Pamela Ann Smith interviewed Robert Mabro, a world recognized expert on oil and gas and founder and current honorary president of the Oxford Institute of Energy Studies. The full interview is at RedOrbit (hat tip reader Michael) but the formatting is annoying (bizarrely, it doesn’t say who is saying what, although readers can infer most of the time). I’ve taken a section from the blog OilMastery where they did mark who said what, and did the same myself for another bit later in the interview.
Robert Mabro: On the supply side, there Is a huge controversy about what Saudi Arabia’s reserves really are. There is talk of a peak, very soon, In oil supplies worldwide and that after that, we will have to learn to live with much less oil. It’s all irrelevant. It’s nonsense. When we talk about reserves, we are talking about oil in the ground. The concepts about reserves are metaphysical concepts. They have never been accurate, and they never will be.
Pamela Ann Smith: So, the distinction between proven and probable reserves is meaningless?
Mabro: No, it’s not meaningless. But it is one phony number compared to another phony number. I’ll give you an example. I tell my students, do the following exercise. ‘Go to the BP Statistical Review of World Energy and see what the reserves of the non-Opec countries were 20 years ago. Then, compare them with the reserves of the same countries in the latest issue. Then, they have to make a longer calculation: ‘see how much these non-Opec countries have produced in these past 20 years.’ Now, if the first estimate is correct, they, the non-Opec countries, would not have a drop of oil left. That’s the first point. The second point is, ‘Why should I care? Why should anybody on earth care whether Saudi Arabia has 260bn barrels of crude oil reserves, or 100bn?’ It doesn’t matter, not at all. Because what you can produce today, whether it’s 260bn or 100bn, the answer is the same. You cannot produce on the basis of 300bn, or 260bn in reserves. But if you produce at the same rate vis-a-vis reserves that the North Sea has, Saudi Arabia would be now be producing more than the whole world’s consumption. Of course, its oil would then run out quickly. So, it’s irrelevant unless you are thinking 40 or 50 years ahead. But I will certainly be dead by then…
Smith: And all sorts of things could happen by then?
Mabro: Yes. There is a hysteria about what the reserves are. But there is an even worse hysteria produced by a guy called Simmons. I have met him, he is a fun guy, but he is dangerous.
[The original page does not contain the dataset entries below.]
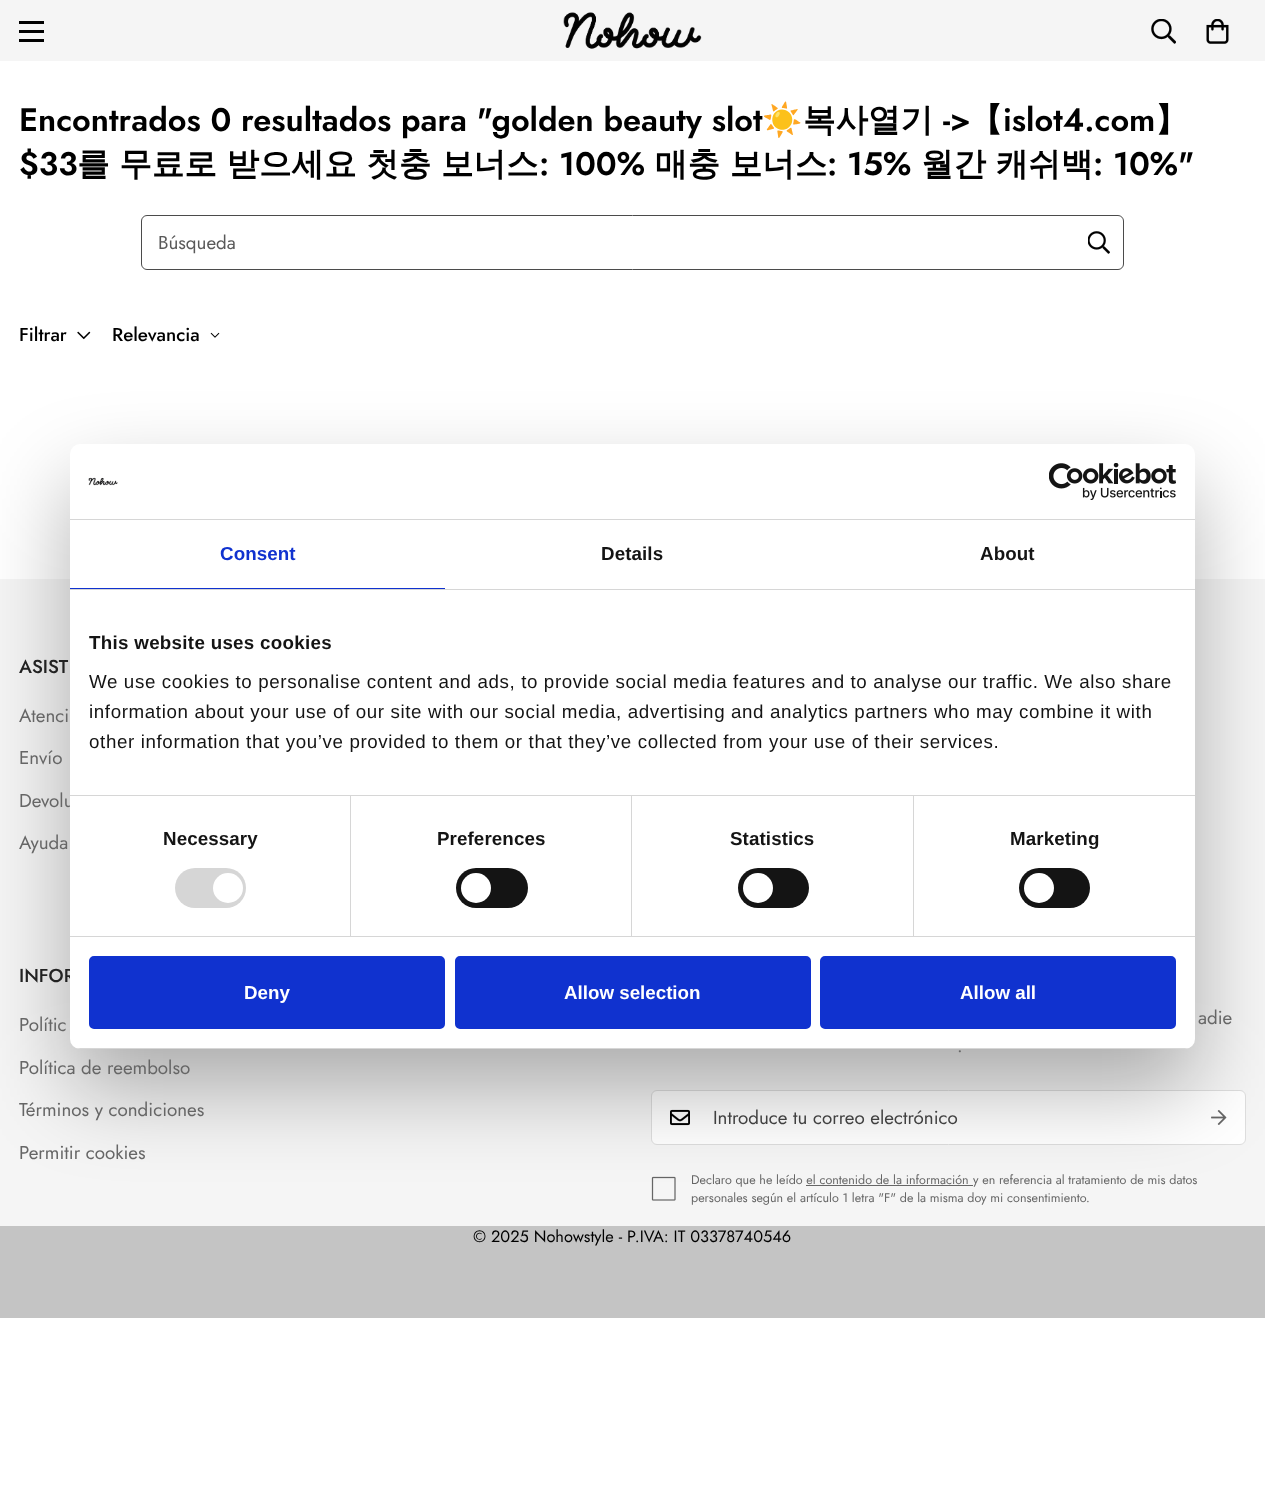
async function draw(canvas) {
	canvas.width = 1265;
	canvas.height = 1492;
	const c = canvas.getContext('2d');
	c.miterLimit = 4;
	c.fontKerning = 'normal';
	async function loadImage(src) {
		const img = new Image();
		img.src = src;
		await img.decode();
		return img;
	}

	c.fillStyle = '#fff';
	c.fillRect(0, 0, 1265, 1492);
	for (const [x, y, w, h, color] of [
		[0, 0, 1265, 61, '#f5f5f5'],
		[19, 30, 25, 3, '#000'],
		[19, 21, 25, 3, '#000'],
		[19, 39, 25, 3, '#000'],
	]) {
		c.fillStyle = color;
		c.fillRect(x, y, w, h);
	}
	c.drawImage(await loadImage('img1.png'), 563, 12, 139, 37);
	c.drawImage(await loadImage('img2.png'), 1151, 19, 25, 25);
	c.drawImage(await loadImage('img3.png'), 1206, 19, 23, 25);
	c.font = '600 32.5px Jost';
	c.fillText('Encontrados 0 resultados para "golden beauty slot', 19, 131);
	c.font = 'bold 32.5px Noto Color Emoji';
	c.fillText('☀️', 762, 131);
	c.font = 'bold 32.5px WenQuanYi Zen Hei';
	c.fillText('복사열기', 803, 131);
	c.font = '600 32.5px Jost';
	c.fillText('->', 943, 131);
	c.font = 'bold 32.5px WenQuanYi Zen Hei';
	c.fillText('【', 970, 131);
	c.font = '600 32.5px Jost';
	c.fillText('islot4.com', 1003, 131);
	c.font = 'bold 32.5px WenQuanYi Zen Hei';
	c.fillText('】', 1155, 131);
	c.font = '600 32.5px Jost';
	c.fillText('$33', 19, 175);
	c.font = 'bold 32.5px WenQuanYi Zen Hei';
	c.fillText('를 무료로 받으세요 첫충 보너스', 77, 175);
	c.font = '600 32.5px Jost';
	c.fillText(': 100%', 539, 175);
	c.font = 'bold 32.5px WenQuanYi Zen Hei';
	c.fillText('매충 보너스', 655, 175);
	c.font = '600 32.5px Jost';
	c.fillText(': 15%', 827, 175);
	c.font = 'bold 32.5px WenQuanYi Zen Hei';
	c.fillText('월간 캐쉬백', 921, 175);
	c.font = '600 32.5px Jost';
	c.fillText(': 10%"', 1093, 175);
	c.beginPath();
	c.roundRect(141.5, 215.5, 982, 54, 5.5);
	c.strokeStyle = '#4b4b4b';
	c.stroke();
	c.font = '18.75px Jost';
	c.fillStyle = '#595959';
	c.fillText('Búsqueda', 158, 249);
	c.drawImage(await loadImage('img4.png'), 1088, 231, 22, 23);
	c.font = '500 18.75px Jost';
	c.fillStyle = '#000';
	c.fillText('Filtrar', 19, 341);
	c.drawImage(await loadImage('img5.png'), 77, 331, 14, 9);
	c.fillText('Relevancia', 112, 341);
	c.drawImage(await loadImage('img6.png'), 210, 332, 10, 6);
	c.fillStyle = '#f5f5f5';
	c.fillRect(0, 579, 1265, 647);
	c.fillStyle = '#fff';
	c.beginPath();
	c.roundRect(651.5, 1090.5, 594, 54, 5.5);
	c.fill();
	c.strokeStyle = '#dedede';
	c.stroke();
	c.drawImage(await loadImage('img9.png'), 670, 1109, 20, 17);
	c.drawImage(await loadImage('img10.png'), 1211, 1110, 16, 15);
	c.drawImage(await loadImage('img11.png'), 651, 1176, 25, 25);
	c.fillStyle = '#666';
	c.fillRect(806, 1185, 167, 1);
	c.fillStyle = '#0000004d';
	c.filter = 'blur(42.5px)';
	c.beginPath();
	c.roundRect(70, 484, 1125, 605, 10);
	c.fill();
	c.filter = 'none';
	c.font = '18.75px Jost';
	c.fillStyle = '#666';
	c.fillText('Devolu', 19, 807);
	c.font = '500 18.75px Jost';
	c.fillStyle = '#222';
	c.fillText('INFOR', 19, 982);
	c.fillStyle = '#fff';
	c.beginPath();
	c.roundRect(70, 444, 1125, 605, 10);
	c.fill();
	c.fillStyle = '#d6d6d6';
	c.fillRect(70, 519, 1125, 1);
	c.drawImage(await loadImage('img7.png'), 88, 477, 30, 9);
	c.drawImage(await loadImage('img8.png'), 1049, 463, 127, 37);
	c.fillRect(70, 589, 1125, 1);
	c.fillStyle = '#1032cf';
	c.fillRect(70, 588, 375, 1);
	c.letterSpacing = '0.1px';
	c.font = 'bold 18.75px Liberation Sans';
	c.fillText('Consent', 220, 560);
	c.fillStyle = '#141414';
	c.fillText('Details', 601, 560);
	c.fillText('About', 980, 560);
	c.fillStyle = '#d6d6d6';
	c.fillRect(70, 795, 1125, 1);
	c.letterSpacing = '0.3px';
	c.fillStyle = '#141414';
	c.fillText('This website uses cookies', 89, 649);
	c.letterSpacing = '0.62px';
	c.font = '18.75px Liberation Sans';
	for (const [text, x, y] of [
		['We use cookies to personalise content and ads, to provide social media features and to analyse our traffic. We also share', 89, 688],
		['information about your use of our site with our social media, advertising and analytics partners who may combine it with', 89, 718],
		['other information that you’ve provided to them or that they’ve collected from your use of their services.', 89, 748],
	]) {
		c.fillText(text, x, y);
	}
	c.fillStyle = '#d6d6d6';
	c.fillRect(70, 936, 1125, 1);
	c.fillRect(350, 796, 1, 140);
	c.letterSpacing = '0.1px';
	c.font = 'bold 18.75px Liberation Sans';
	c.fillStyle = '#141414';
	c.fillText('Necessary', 163, 845);
	c.fillStyle = '#d6d6d6';
	c.beginPath();
	c.roundRect(175, 868, 71, 40, 20);
	c.fill();
	c.fillStyle = '#fff';
	c.beginPath();
	c.arc(228, 888, 15, 0, 2 * Math.PI);
	c.fill();
	c.fillStyle = '#d6d6d6';
	c.fillRect(631, 796, 1, 140);
	c.fillStyle = '#141414';
	c.fillText('Preferences', 437, 845);
	c.beginPath();
	c.roundRect(456, 868, 72, 40, 20);
	c.fill();
	c.fillStyle = '#fff';
	c.beginPath();
	c.arc(476, 888, 15, 0, 2 * Math.PI);
	c.fill();
	c.fillStyle = '#d6d6d6';
	c.fillRect(913, 796, 1, 140);
	c.fillStyle = '#141414';
	c.fillText('Statistics', 730, 845);
	c.beginPath();
	c.roundRect(738, 868, 71, 40, 20);
	c.fill();
	c.fillStyle = '#fff';
	c.beginPath();
	c.arc(758, 888, 15, 0, 2 * Math.PI);
	c.fill();
	c.fillStyle = '#141414';
	c.fillText('Marketing', 1010, 845);
	c.beginPath();
	c.roundRect(1019, 868, 71, 40, 20);
	c.fill();
	c.fillStyle = '#fff';
	c.beginPath();
	c.arc(1039, 888, 15, 0, 2 * Math.PI);
	c.fill();
	c.save();
	c.beginPath();
	c.roundRect(70, 444, 1125, 605, 10);
	c.clip();
	c.fillStyle = '#d6d6d6';
	c.fillRect(70, 1048, 1125, 1);
	c.restore();
	c.fillStyle = '#1032cf';
	c.beginPath();
	c.roundRect(90.5, 957.5, 353, 70, 3.5);
	c.fill();
	c.strokeStyle = '#1032cf';
	c.lineWidth = 3;
	c.stroke();
	c.letterSpacing = '0px';
	c.fillStyle = '#fff';
	c.fillText('Deny', 244, 999);
	c.fillStyle = '#1032cf';
	c.beginPath();
	c.roundRect(456.5, 957.5, 353, 70, 3.5);
	c.fill();
	c.stroke();
	c.fillStyle = '#fff';
	c.fillText('Allow selection', 564, 999);
	c.fillStyle = '#1032cf';
	c.beginPath();
	c.roundRect(821.5, 957.5, 353, 70, 3.5);
	c.fill();
	c.stroke();
	c.fillStyle = '#fff';
	c.fillText('Allow all', 960, 999);
	c.font = '500 18.75px Jost';
	c.fillStyle = '#222';
	c.fillText('ASIST', 19, 673);
	c.font = '18.75px Jost';
	c.fillStyle = '#666';
	for (const [text, x, y] of [
		['Atenci', 19, 722],
		['Envío', 19, 764],
		['Ayuda', 19, 849],
		['Polític', 19, 1031],
		['Política de reembolso', 19, 1074],
		['Términos y condiciones', 19, 1116],
		['Permitir cookies', 19, 1159],
		['adie', 1198, 1024],
		['.', 957, 1052],
	]) {
		c.fillText(text, x, y);
	}
	c.fillStyle = '#404040';
	c.fillText('Introduce tu correo electrónico', 713, 1124);
	c.font = '12.5px Jost';
	c.fillStyle = '#666';
	for (const [text, x, y] of [
		['Declaro que he leído el contenido de la información', 691, 1184],
		['y en referencia al tratamiento de mis datos', 973, 1184],
		['personales según el artículo 1 letra "F" de la misma doy mi consentimiento.', 691, 1202],
	]) {
		c.fillText(text, x, y);
	}
	c.fillStyle = '#c4c4c4';
	c.fillRect(0, 1226, 1265, 92);
	c.font = '16.4px Jost';
	c.fillStyle = '#000';
	c.fillText('© 2025 Nohowstyle - P.IVA: IT 03378740546', 473, 1242);
}

draw(document.querySelector('canvas'));
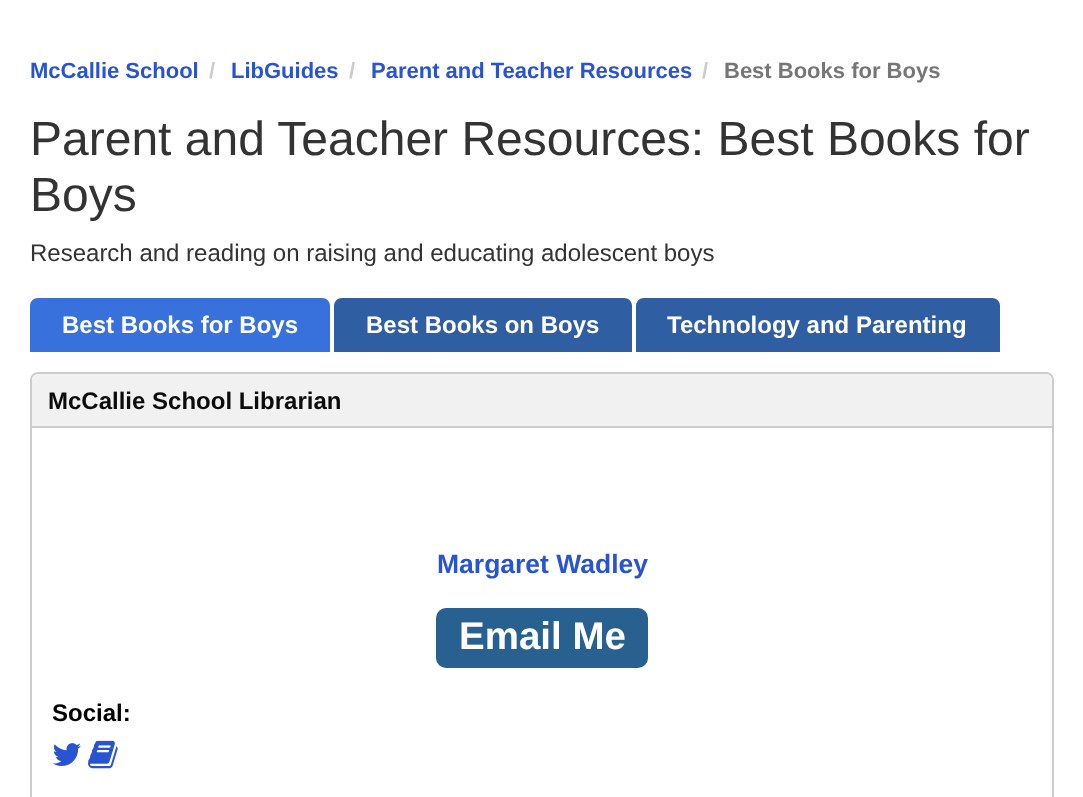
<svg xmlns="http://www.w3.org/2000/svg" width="1083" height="797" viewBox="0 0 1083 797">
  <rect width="100%" height="100%" fill="#ffffff"/>
  <text x="30" y="78" font-family="Liberation Sans" font-size="22" font-weight="bold" fill="#2954d1">McCallie School</text>
  <text x="209" y="78" font-family="Liberation Sans" font-size="22" font-weight="bold" fill="#cccccc">/</text>
  <text x="231" y="78" font-family="Liberation Sans" font-size="22" font-weight="bold" fill="#2954d1">LibGuides</text>
  <text x="349" y="78" font-family="Liberation Sans" font-size="22" font-weight="bold" fill="#cccccc">/</text>
  <text x="371" y="78" font-family="Liberation Sans" font-size="22" font-weight="bold" fill="#2954d1">Parent and Teacher Resources</text>
  <text x="702" y="78" font-family="Liberation Sans" font-size="22" font-weight="bold" fill="#cccccc">/</text>
  <text x="724" y="78" font-family="Liberation Sans" font-size="22" font-weight="bold" fill="#767676">Best Books for Boys</text>
  <text x="30" y="155" font-family="Liberation Sans" font-size="48" fill="#333333">Parent and Teacher Resources: Best Books for</text>
  <text x="30" y="211" font-family="Liberation Sans" font-size="48" fill="#333333">Boys</text>
  <text x="30" y="261" font-family="Liberation Sans" font-size="24" fill="#333333">Research and reading on raising and educating adolescent boys</text>
  <path d="M38 298H322C326.5 298 330 301.5 330 306V352H30V306C30 301.5 33.5 298 38 298Z" fill="#3871dc"/>
  <text x="62" y="333" font-family="Liberation Sans" font-size="24" font-weight="bold" fill="#ffffff">Best Books for Boys</text>
  <path d="M342 298H624C628.5 298 632 301.5 632 306V352H334V306C334 301.5 337.5 298 342 298Z" fill="#2f5ea2"/>
  <text x="366" y="333" font-family="Liberation Sans" font-size="24" font-weight="bold" fill="#ffffff">Best Books on Boys</text>
  <path d="M644 298H992C996.5 298 1000 301.5 1000 306V352H636V306C636 301.5 639.5 298 644 298Z" fill="#2f5ea2"/>
  <text x="667" y="333" font-family="Liberation Sans" font-size="24" font-weight="bold" fill="#ffffff">Technology and Parenting</text>
  <rect x="31" y="373" width="1022" height="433" rx="7" fill="none" stroke="#cccccc" stroke-width="2"/>
  <path d="M38 374H1046C1049.5 374 1052 376.5 1052 380V428H32V380C32 376.5 34.5 374 38 374Z" fill="#f1f1f1"/>
  <rect x="32" y="426" width="1020" height="2" fill="#cccccc"/>
  <text x="48" y="409" font-family="Liberation Sans" font-size="24" font-weight="bold" fill="#0d0c0c">McCallie School Librarian</text>
  <text x="437" y="573" font-family="Liberation Sans" font-size="26.5" font-weight="bold" fill="#2954d1">Margaret Wadley</text>
  <rect x="436" y="608" width="212" height="60" rx="10" fill="#286090"/>
  <text x="459" y="649" font-family="Liberation Sans" font-size="38.5" font-weight="bold" fill="#ffffff">Email Me</text>
  <text x="52" y="721" font-family="Liberation Sans" font-size="24" font-weight="bold" fill="#000000">Social:</text>
  <image x="53" y="743" width="28" height="23" href="img1.png"/>
  <image x="88" y="740" width="30" height="29" href="img2.png"/>
</svg>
Smith: You mean Matthew Simmons, the author of Twilight In the Desert: The Coming Saudi Oil Shock and the World Economy? The book that is a bestseller In the States?
Mabro: He has said that the Ghawar field in Saudi Arabia, which is something like 110 miles long and 17 miles wide….
Smith: It’s huge. It’s the biggest one in Saudi Arabia, isn’t it?
Mabro: Yes, and it is well behaved, too. Simmons has said, “It cannot produce anymore. It is declining, and there is water in it.” Well, every field has water. If there isn’t water in it, the oil doesn’t come out! oil is not like a swimming pool, it is in rock, in porous rock. There is water and gas, so when you make the hole, you bring the pressure down, and the water pushes up, so all oil has water in it, and you have to take it out. He claims it’s a lot more, and makes a comparison with a field in Oman which is declining. But this is like comparing a calf with an elephant. A small thing with something big. He has written nonsense on Ghawar. Then he said Saudi Arabia has no surplus capacity. In other words, that they don’t have the capacity to produce more than they are producing today. Why? I was in Saudi Arabia, and I haven’t seen this. Whose leg is he pulling? You can’t see any evidence for this. We have lists of the fields that Saudi Arabia has shut down. This is public knowledge. ‘Surplus capacity’ means that you can produce more, but you keep it in the ground, you shut down certain fields so that you can re-open them when you need it…..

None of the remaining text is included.